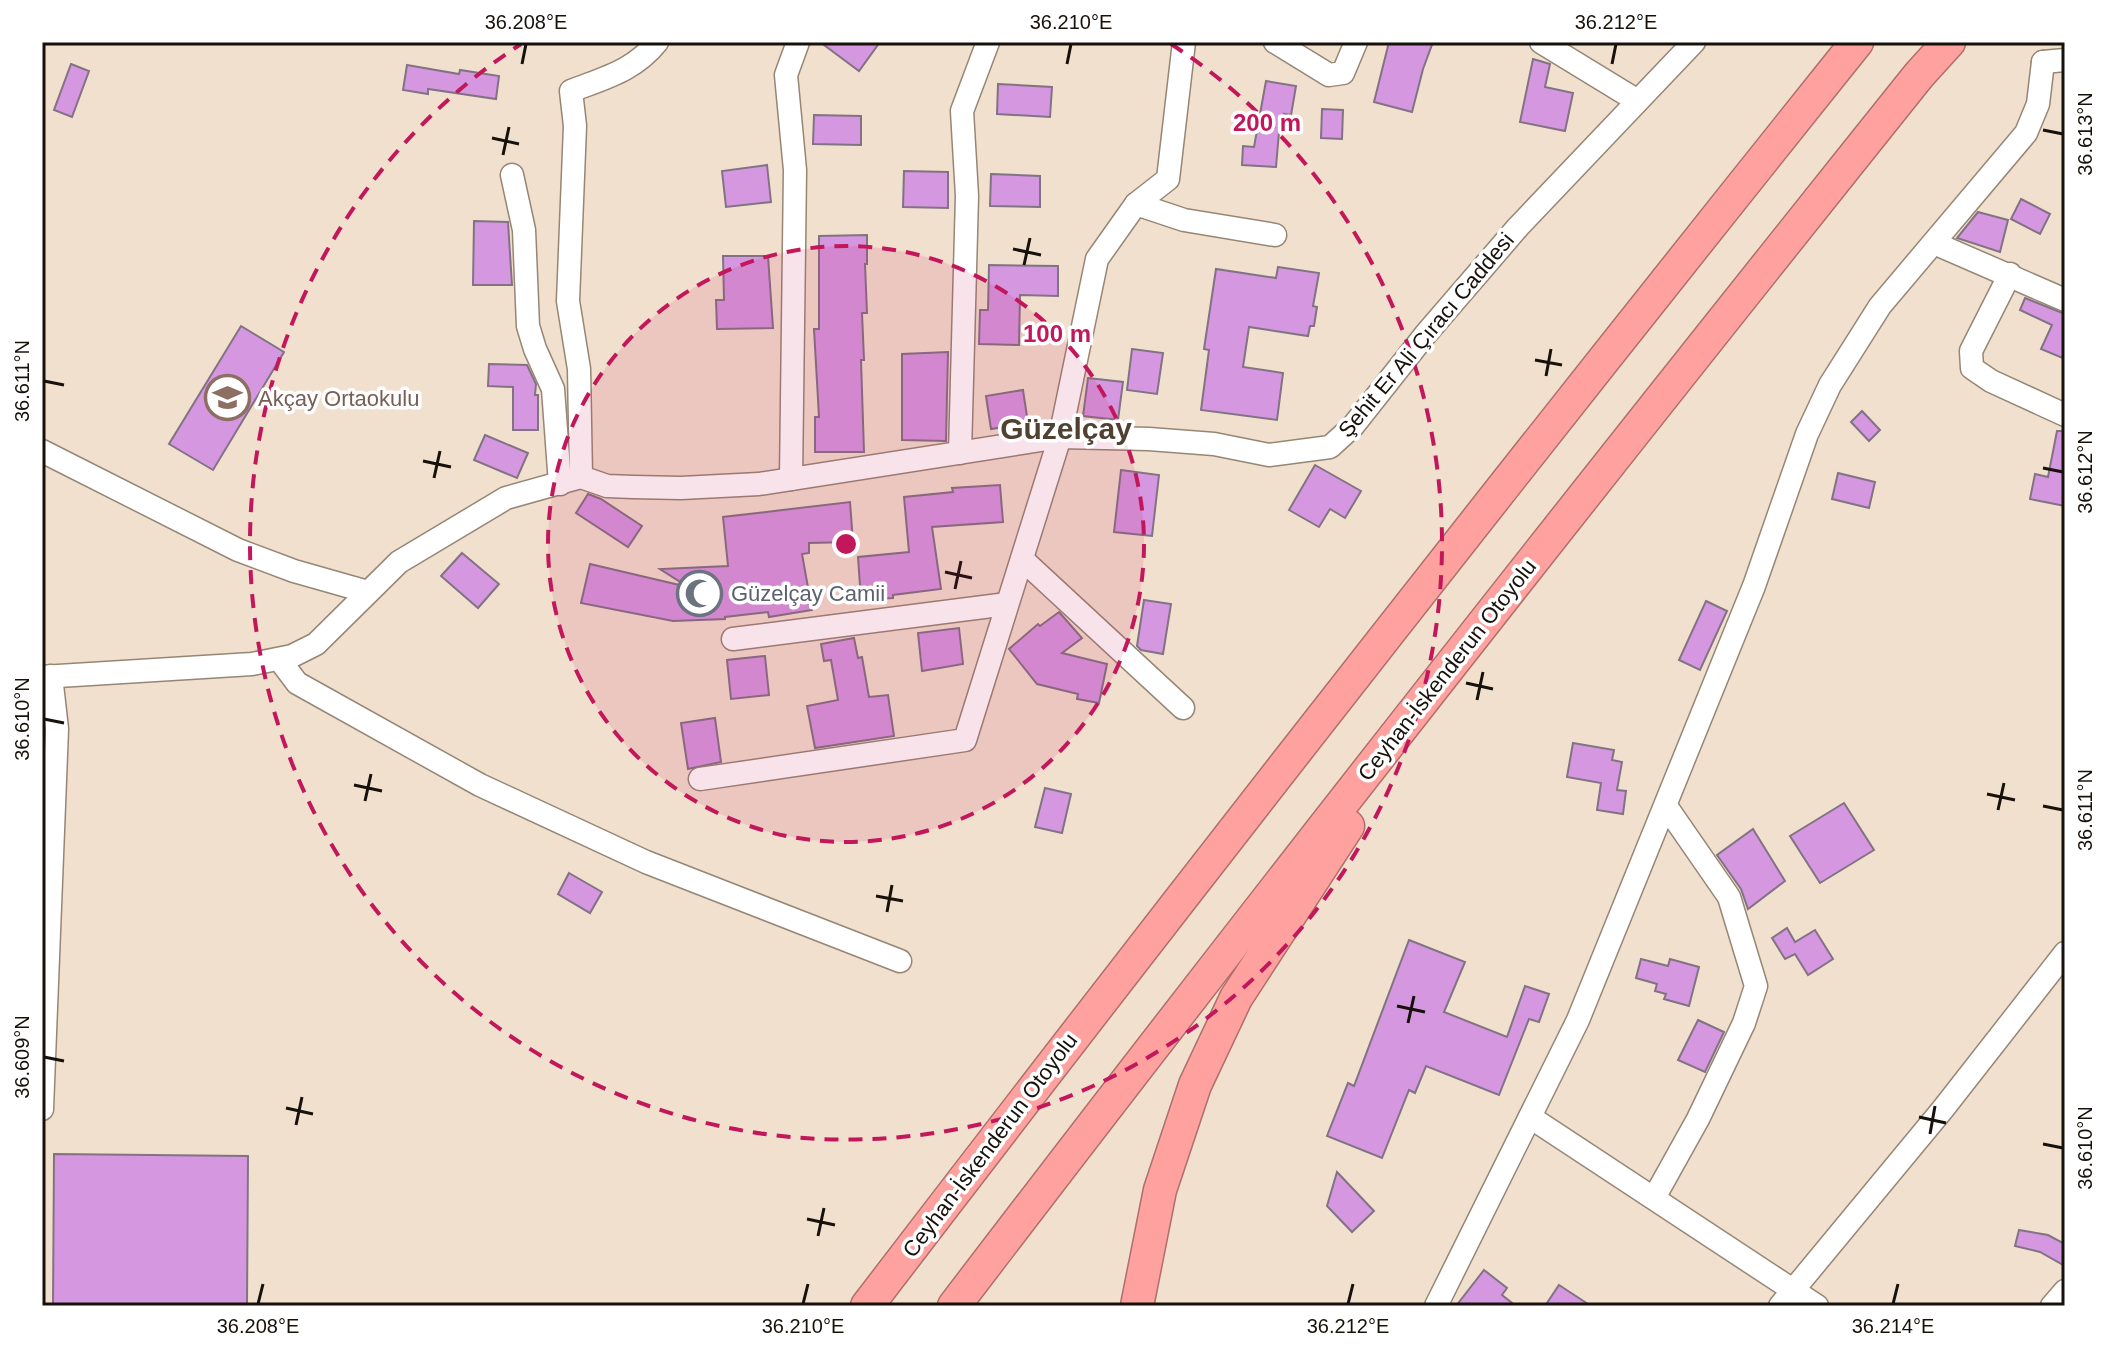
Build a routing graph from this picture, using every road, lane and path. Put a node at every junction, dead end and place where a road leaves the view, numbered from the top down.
1 (657, 42) edge
2 (798, 42) edge
3 (988, 42) edge
4 (1184, 42) edge
5 (1275, 42) edge
6 (1356, 42) edge
7 (1541, 42) edge
8 (1694, 42) edge
9 (1857, 42) edge
10 (1949, 42) edge
11 (2032, 42) edge
12 (2054, 61) edge
13 (1636, 100) junction
14 (512, 175) dead end
15 (1136, 204) junction
16 (1275, 235) dead end
17 (1934, 243) junction
18 (2010, 274) junction
19 (2065, 300) edge
20 (2065, 415) edge
21 (1060, 437) junction
22 (42, 451) edge
23 (960, 453) junction
24 (791, 479) junction
25 (570, 480) junction
26 (1022, 559) junction
27 (368, 592) junction
28 (1505, 596) junction
29 (1007, 604) junction
30 (733, 639) dead end
31 (279, 659) junction
32 (47, 677) edge
33 (1183, 708) dead end
34 (700, 779) dead end
35 (1666, 806) junction
36 (2065, 953) edge
37 (900, 961) dead end
38 (1123, 970) junction
39 (42, 1109) edge
40 (1530, 1117) junction
41 (1654, 1198) junction
42 (2065, 1291) edge
43 (1787, 1298) edge
44 (846, 1306) edge
45 (867, 1306) edge
46 (954, 1306) edge
47 (1137, 1306) edge
48 (1436, 1306) edge
49 (1817, 1306) edge
50 (2052, 1306) edge

1 - 25 street
2 - 24 street
3 - 23 street
4 - 15 street
5 - 6 street
7 - 13 street
8 - 13 street, Şehit Er Ali Çıracı Caddesi
9 - 38 highway, Ceyhan-İskenderun Otoyolu
10 - 28 highway, Ceyhan-İskenderun Otoyolu
11 - 12 street
12 - 17 street
13 - 21 street, Şehit Er Ali Çıracı Caddesi
14 - 25 street
15 - 16 street
15 - 21 street
17 - 18 street
17 - 35 street
18 - 19 street
18 - 20 street
21 - 23 street, Şehit Er Ali Çıracı Caddesi
21 - 26 street
22 - 27 street
23 - 24 street, Şehit Er Ali Çıracı Caddesi
24 - 25 street, Şehit Er Ali Çıracı Caddesi
25 - 27 street, Şehit Er Ali Çıracı Caddesi
26 - 29 street
26 - 33 street
27 - 31 street, Şehit Er Ali Çıracı Caddesi
28 - 46 highway, Ceyhan-İskenderun Otoyolu
28 - 47 highway
29 - 30 street
29 - 34 street
31 - 32 street, Şehit Er Ali Çıracı Caddesi
31 - 37 street
32 - 39 street
35 - 40 street
35 - 41 street
36 - 43 street
38 - 44 highway
38 - 45 highway, Ceyhan-İskenderun Otoyolu
40 - 41 street
40 - 48 street
41 - 43 street
42 - 50 street
43 - 49 street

**What to work on:**
Everything in the material goes into the copy exactly, except the images.

**Answer area:**
Build a routing graph from this picture, using every road, lane and path. Put a node at every junction, dead end and place where a road leaves the view, numbered from the top down.
1 (657, 42) edge
2 (798, 42) edge
3 (988, 42) edge
4 (1184, 42) edge
5 (1275, 42) edge
6 (1356, 42) edge
7 (1541, 42) edge
8 (1694, 42) edge
9 (1857, 42) edge
10 (1949, 42) edge
11 (2032, 42) edge
12 (2054, 61) edge
13 (1636, 100) junction
14 (512, 175) dead end
15 (1136, 204) junction
16 (1275, 235) dead end
17 (1934, 243) junction
18 (2010, 274) junction
19 (2065, 300) edge
20 (2065, 415) edge
21 (1060, 437) junction
22 (42, 451) edge
23 (960, 453) junction
24 (791, 479) junction
25 (570, 480) junction
26 (1022, 559) junction
27 (368, 592) junction
28 (1505, 596) junction
29 (1007, 604) junction
30 (733, 639) dead end
31 (279, 659) junction
32 (47, 677) edge
33 (1183, 708) dead end
34 (700, 779) dead end
35 (1666, 806) junction
36 (2065, 953) edge
37 (900, 961) dead end
38 (1123, 970) junction
39 (42, 1109) edge
40 (1530, 1117) junction
41 (1654, 1198) junction
42 (2065, 1291) edge
43 (1787, 1298) edge
44 (846, 1306) edge
45 (867, 1306) edge
46 (954, 1306) edge
47 (1137, 1306) edge
48 (1436, 1306) edge
49 (1817, 1306) edge
50 (2052, 1306) edge

1 - 25 street
2 - 24 street
3 - 23 street
4 - 15 street
5 - 6 street
7 - 13 street
8 - 13 street, Şehit Er Ali Çıracı Caddesi
9 - 38 highway, Ceyhan-İskenderun Otoyolu
10 - 28 highway, Ceyhan-İskenderun Otoyolu
11 - 12 street
12 - 17 street
13 - 21 street, Şehit Er Ali Çıracı Caddesi
14 - 25 street
15 - 16 street
15 - 21 street
17 - 18 street
17 - 35 street
18 - 19 street
18 - 20 street
21 - 23 street, Şehit Er Ali Çıracı Caddesi
21 - 26 street
22 - 27 street
23 - 24 street, Şehit Er Ali Çıracı Caddesi
24 - 25 street, Şehit Er Ali Çıracı Caddesi
25 - 27 street, Şehit Er Ali Çıracı Caddesi
26 - 29 street
26 - 33 street
27 - 31 street, Şehit Er Ali Çıracı Caddesi
28 - 46 highway, Ceyhan-İskenderun Otoyolu
28 - 47 highway
29 - 30 street
29 - 34 street
31 - 32 street, Şehit Er Ali Çıracı Caddesi
31 - 37 street
32 - 39 street
35 - 40 street
35 - 41 street
36 - 43 street
38 - 44 highway
38 - 45 highway, Ceyhan-İskenderun Otoyolu
40 - 41 street
40 - 48 street
41 - 43 street
42 - 50 street
43 - 49 street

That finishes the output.